1. Juices versus smoothies. Juicers extract juice and remove most of the fiber from produce, whereas blenders incorporate all contents into smoothies. Green smoothies (smoothies that incorporate vegetables and fruits) are a great way to get most of the benefits of juice and keep the fiber, though digestion is not quite as quick as with juice. Some vegetables (such as carrot or celery, for example) taste far superior as juice than they would as a smoothie.
2. Get up and go. Start your morning with a green juice or smoothie. The benefits of quick digestion and absorption are best felt on an empty stomach. Starting with your first meal makes it easier to evaluate how juicing makes you feel. Cosmic Coconut’s Go Green Daily Detox makes an excellent breakfast.
3. Just juice. No matter the time of day, consume juices and smoothies on an empty stomach and give your body 30 minutes to digest before eating other foods. To maximize benefits of juicing, do not combine juices and smoothies with meals.
4. Go green. Dark, leafy greens are the powerhouses of the juice world. Incorporate as many of them in your juices and smoothies as you can to get the most bang for your drink. According to Jill Nussinow, a culinary educator and author of The Veggie Queen, greens are the No. 1 food you can eat regularly to help improve your health.
5. Perfect complement. Juiced greens alone may be unpalatable, so combine them with other vegetables and fruits. Lemon can cut the “grassy” taste, and apple adds sweetness and helps engage the gastric enzymes for quick digestion.
6. Crop rotation. You can find a wide variety of leafy greens, particularly if you frequent farmers markets. Different greens offer distinct nutritional benefits.
7. Sugar shock. Just as juicing retains the vitamins and minerals of fruits and vegetables, so too does it retain sugar and calories. Don’t go overboard with fruit as you could easily consume more sugar and calories than you intended. Carrots and beets also have higher sugar content than other vegetables.

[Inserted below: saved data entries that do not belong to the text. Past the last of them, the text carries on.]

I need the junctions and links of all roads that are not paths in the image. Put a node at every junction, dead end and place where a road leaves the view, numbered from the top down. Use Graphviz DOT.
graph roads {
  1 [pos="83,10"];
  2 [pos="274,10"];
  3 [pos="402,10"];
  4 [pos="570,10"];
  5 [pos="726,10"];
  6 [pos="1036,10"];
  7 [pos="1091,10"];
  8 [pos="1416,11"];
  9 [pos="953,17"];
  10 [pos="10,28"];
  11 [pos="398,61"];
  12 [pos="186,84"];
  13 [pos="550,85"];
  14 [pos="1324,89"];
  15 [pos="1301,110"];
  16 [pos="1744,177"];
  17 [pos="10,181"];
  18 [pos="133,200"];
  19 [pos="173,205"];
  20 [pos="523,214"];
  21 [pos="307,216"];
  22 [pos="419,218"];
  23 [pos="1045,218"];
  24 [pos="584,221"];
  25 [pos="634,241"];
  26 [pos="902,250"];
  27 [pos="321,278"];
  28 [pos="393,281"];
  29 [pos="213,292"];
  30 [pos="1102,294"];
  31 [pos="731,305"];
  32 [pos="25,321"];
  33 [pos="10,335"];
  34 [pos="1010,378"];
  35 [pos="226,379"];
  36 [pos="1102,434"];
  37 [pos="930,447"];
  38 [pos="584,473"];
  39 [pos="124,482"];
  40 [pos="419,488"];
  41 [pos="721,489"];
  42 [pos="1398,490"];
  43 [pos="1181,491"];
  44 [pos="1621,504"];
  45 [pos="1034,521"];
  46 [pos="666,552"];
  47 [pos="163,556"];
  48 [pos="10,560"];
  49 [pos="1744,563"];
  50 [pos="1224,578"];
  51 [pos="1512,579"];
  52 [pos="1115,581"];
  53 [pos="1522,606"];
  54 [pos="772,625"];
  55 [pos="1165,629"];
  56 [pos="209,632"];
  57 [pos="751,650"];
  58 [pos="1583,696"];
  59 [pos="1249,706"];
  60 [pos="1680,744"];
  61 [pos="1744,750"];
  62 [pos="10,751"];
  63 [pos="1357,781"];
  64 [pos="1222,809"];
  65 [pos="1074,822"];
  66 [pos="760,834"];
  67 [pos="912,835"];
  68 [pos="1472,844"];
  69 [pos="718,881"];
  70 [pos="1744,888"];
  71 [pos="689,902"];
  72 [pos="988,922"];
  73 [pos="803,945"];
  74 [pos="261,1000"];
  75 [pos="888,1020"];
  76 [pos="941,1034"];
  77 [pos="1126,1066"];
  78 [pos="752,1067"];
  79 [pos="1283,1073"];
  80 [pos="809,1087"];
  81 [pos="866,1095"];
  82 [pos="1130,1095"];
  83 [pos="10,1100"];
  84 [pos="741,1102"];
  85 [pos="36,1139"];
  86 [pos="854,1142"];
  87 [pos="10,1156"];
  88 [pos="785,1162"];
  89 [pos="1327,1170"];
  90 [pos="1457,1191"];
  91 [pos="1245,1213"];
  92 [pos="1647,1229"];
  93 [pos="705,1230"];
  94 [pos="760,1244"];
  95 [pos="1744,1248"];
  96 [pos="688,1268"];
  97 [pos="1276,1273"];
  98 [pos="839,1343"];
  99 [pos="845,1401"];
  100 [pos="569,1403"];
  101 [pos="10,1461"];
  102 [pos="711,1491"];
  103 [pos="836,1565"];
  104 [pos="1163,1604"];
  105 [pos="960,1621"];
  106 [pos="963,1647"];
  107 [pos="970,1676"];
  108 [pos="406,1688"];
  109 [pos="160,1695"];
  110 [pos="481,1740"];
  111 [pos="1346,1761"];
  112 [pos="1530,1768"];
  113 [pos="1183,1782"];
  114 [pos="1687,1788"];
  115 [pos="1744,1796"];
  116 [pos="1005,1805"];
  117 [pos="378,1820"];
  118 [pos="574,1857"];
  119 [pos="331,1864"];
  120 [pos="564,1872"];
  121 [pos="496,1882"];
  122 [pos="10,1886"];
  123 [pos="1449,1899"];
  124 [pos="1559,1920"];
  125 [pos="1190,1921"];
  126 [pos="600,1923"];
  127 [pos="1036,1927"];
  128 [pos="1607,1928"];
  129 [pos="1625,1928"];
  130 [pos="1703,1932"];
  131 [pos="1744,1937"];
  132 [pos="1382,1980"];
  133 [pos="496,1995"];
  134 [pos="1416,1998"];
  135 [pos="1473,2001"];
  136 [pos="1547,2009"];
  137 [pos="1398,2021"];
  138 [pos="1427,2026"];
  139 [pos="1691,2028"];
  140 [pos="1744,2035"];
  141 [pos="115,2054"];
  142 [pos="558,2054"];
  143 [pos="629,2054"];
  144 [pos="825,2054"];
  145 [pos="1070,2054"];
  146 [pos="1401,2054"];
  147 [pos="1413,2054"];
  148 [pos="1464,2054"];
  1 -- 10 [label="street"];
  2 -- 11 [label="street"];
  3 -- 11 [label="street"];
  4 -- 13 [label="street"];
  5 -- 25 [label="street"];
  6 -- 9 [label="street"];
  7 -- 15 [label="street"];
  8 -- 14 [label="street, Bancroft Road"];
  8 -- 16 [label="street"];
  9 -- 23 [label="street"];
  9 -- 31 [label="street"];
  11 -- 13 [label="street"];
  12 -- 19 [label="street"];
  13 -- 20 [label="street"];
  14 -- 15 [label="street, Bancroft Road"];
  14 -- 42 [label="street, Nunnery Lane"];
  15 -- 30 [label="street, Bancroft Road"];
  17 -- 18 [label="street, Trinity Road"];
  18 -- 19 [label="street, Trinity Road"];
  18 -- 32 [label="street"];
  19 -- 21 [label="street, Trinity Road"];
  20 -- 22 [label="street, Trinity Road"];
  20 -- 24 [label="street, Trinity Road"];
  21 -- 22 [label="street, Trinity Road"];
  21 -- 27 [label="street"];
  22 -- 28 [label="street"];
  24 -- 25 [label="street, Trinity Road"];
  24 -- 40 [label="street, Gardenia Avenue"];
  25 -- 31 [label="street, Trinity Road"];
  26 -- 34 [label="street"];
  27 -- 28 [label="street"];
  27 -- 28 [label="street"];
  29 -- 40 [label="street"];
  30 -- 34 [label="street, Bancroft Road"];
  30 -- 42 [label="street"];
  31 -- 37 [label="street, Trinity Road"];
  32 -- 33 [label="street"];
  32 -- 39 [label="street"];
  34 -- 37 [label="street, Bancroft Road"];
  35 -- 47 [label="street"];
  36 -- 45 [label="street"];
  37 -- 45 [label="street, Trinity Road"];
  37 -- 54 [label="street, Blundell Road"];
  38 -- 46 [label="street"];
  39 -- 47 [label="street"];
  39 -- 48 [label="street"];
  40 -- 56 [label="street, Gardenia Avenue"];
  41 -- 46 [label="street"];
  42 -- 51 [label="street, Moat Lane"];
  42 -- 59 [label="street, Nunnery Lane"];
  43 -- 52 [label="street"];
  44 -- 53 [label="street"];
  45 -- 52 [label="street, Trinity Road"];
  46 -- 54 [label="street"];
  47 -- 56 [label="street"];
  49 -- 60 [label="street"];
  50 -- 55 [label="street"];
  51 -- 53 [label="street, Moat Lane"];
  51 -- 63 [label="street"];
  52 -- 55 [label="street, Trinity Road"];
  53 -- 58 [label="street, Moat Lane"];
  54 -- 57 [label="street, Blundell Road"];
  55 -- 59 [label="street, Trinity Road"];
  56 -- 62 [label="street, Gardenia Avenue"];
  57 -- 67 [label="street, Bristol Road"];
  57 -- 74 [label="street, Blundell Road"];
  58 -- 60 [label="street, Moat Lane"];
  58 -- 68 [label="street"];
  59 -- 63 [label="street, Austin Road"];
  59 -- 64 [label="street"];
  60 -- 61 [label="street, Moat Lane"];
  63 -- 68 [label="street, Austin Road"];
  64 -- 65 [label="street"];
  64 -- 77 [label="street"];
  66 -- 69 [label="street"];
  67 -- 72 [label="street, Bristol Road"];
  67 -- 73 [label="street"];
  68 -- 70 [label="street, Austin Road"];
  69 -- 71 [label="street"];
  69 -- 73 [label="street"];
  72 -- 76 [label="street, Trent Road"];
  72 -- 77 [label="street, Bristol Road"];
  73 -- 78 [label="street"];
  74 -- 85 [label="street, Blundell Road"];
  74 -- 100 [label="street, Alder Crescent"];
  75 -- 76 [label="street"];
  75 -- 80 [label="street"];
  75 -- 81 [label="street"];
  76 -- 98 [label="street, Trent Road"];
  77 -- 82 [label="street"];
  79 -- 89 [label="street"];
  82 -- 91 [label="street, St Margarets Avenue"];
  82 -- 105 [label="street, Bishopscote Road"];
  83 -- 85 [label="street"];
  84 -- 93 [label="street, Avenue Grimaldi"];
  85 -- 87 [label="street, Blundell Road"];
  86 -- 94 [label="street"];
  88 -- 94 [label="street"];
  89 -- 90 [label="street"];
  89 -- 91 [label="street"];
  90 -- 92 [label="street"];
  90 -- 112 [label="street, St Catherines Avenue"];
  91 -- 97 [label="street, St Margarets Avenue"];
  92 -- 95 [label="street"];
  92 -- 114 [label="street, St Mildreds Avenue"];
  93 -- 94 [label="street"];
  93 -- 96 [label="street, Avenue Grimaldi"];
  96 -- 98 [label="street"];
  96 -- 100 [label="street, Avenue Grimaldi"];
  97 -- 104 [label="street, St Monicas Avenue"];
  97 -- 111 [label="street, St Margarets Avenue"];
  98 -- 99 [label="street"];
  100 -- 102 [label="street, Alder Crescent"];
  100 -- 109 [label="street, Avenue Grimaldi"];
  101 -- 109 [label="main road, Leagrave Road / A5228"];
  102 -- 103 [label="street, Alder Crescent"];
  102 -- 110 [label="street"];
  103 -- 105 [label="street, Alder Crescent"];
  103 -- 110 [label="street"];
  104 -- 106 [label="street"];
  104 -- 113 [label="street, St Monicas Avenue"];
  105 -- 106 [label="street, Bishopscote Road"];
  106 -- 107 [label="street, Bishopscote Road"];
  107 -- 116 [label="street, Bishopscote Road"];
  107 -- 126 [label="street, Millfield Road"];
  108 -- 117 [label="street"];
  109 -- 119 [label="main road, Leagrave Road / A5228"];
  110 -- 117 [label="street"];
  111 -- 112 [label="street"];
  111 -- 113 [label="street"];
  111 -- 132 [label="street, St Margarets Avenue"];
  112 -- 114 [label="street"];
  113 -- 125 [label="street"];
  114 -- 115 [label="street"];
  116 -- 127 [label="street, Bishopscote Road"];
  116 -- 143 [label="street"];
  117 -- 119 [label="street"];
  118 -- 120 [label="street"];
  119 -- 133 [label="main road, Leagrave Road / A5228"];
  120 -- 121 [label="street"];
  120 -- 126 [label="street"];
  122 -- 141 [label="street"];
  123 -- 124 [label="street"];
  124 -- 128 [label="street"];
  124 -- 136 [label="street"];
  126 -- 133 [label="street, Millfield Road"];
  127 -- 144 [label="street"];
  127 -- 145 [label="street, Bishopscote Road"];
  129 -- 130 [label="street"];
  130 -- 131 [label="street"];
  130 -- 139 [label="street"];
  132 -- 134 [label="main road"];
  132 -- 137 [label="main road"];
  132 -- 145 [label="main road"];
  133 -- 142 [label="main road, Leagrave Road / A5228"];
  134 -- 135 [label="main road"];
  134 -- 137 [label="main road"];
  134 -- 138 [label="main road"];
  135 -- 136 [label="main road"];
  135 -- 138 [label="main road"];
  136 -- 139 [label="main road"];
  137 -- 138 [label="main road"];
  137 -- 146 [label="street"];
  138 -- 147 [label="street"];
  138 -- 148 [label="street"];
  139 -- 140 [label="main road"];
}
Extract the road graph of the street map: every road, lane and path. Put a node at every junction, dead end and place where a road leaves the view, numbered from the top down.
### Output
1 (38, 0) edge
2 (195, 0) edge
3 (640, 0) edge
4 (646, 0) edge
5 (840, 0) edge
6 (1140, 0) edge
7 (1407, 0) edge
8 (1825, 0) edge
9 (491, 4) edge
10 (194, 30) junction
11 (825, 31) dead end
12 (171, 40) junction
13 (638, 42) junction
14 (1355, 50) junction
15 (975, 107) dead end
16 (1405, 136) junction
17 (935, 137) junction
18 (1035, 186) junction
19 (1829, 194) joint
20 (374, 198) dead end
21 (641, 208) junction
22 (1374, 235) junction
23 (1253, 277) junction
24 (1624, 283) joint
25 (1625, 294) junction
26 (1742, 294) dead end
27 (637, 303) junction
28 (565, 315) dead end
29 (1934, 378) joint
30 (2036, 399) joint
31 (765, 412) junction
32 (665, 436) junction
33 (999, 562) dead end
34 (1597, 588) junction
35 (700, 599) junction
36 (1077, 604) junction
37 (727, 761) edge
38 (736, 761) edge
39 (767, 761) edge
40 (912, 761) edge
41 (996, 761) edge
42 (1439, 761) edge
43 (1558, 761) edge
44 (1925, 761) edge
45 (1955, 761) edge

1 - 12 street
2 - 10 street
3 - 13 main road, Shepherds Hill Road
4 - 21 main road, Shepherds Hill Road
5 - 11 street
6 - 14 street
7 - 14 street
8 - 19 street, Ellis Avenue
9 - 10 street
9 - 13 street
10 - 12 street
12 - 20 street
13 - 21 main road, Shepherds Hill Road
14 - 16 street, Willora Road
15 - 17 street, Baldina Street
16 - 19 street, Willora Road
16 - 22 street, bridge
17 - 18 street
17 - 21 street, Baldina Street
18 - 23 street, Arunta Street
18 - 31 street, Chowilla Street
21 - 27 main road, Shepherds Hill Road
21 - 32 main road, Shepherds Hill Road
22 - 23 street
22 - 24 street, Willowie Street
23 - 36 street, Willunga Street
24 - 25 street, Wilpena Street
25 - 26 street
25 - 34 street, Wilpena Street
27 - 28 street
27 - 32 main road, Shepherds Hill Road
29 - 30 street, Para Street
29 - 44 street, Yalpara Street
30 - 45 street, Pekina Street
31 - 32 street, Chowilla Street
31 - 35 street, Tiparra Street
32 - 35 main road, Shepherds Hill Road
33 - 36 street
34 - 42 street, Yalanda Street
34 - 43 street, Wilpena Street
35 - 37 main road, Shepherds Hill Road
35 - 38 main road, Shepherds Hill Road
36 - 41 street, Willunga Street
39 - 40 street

8. Same-day delivery. Don’t keep juice longer than one day from the time you make it. It’s best to drink it the same day to get maximum benefit from the live plant enzymes, vitamins and minerals. Because raw juice is not pasteurized, it can develop harmful bacteria if left unrefrigerated or kept longer than a few days.
9. Bar fly. If you’re hesitant to invest in a juicer or blender and you’re lucky enough to have a juice bar nearby, start your exploration there. Juice bar staffs tend to be knowledgeable and often have personal experience with the juicing lifestyle. Just be careful to avoid mainstream chains that use sugary syrups and mixers and are not actually making raw juices from fresh fruits and vegetables.
10. Doctor knows best. If you’re considering a major change in your diet, with juice or otherwise, and you have any pre-existing health conditions or are taking prescription drugs, consult your health-care provider first.
Arielle Moinester is co-owner of The Cosmic Coconut juice bar and café in Memphis, Tennessee; an agricultural economist who works to support the livelihoods of small-scale farmers in Africa and Asia; cofounder of the international fair trade women’s craft organization Manos de Madres; and a health and wellness enthusiast who never met a juice or smoothie she could refuse.